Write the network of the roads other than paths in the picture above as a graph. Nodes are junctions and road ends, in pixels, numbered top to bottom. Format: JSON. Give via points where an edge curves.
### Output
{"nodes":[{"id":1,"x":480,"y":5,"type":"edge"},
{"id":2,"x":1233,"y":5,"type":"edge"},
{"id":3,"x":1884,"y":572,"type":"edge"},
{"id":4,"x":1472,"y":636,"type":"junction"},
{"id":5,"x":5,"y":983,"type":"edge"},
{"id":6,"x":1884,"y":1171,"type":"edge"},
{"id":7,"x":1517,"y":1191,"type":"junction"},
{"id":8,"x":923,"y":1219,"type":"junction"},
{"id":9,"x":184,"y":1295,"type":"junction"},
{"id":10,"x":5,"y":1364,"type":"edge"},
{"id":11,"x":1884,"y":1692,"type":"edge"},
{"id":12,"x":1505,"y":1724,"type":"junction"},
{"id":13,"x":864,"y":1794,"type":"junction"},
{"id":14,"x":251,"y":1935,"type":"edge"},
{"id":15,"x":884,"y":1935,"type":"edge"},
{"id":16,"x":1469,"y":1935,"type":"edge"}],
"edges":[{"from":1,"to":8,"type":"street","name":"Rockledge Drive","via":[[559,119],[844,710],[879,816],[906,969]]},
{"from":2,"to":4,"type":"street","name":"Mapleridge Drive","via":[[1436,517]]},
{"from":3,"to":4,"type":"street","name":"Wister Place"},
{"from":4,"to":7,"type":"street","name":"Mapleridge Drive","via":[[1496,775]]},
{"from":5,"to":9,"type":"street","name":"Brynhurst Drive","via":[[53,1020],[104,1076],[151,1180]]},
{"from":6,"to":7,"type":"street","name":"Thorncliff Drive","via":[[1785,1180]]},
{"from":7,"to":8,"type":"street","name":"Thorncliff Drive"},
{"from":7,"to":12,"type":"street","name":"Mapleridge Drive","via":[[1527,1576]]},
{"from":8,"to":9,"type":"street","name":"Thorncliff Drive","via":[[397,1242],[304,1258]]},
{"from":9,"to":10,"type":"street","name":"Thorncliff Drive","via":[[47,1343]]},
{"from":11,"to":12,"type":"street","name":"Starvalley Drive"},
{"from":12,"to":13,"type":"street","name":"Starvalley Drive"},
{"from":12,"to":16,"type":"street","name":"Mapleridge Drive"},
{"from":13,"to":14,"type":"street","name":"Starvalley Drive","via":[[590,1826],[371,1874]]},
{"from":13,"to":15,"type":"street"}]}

================================

▶ **Task objective**
Wherever the string "Thorncliff" occurs in the records, copy the line it is in.

▶ **Answer**
{"from":6,"to":7,"type":"street","name":"Thorncliff Drive","via":[[1785,1180]]},
{"from":7,"to":8,"type":"street","name":"Thorncliff Drive"},
{"from":8,"to":9,"type":"street","name":"Thorncliff Drive","via":[[397,1242],[304,1258]]},
{"from":9,"to":10,"type":"street","name":"Thorncliff Drive","via":[[47,1343]]},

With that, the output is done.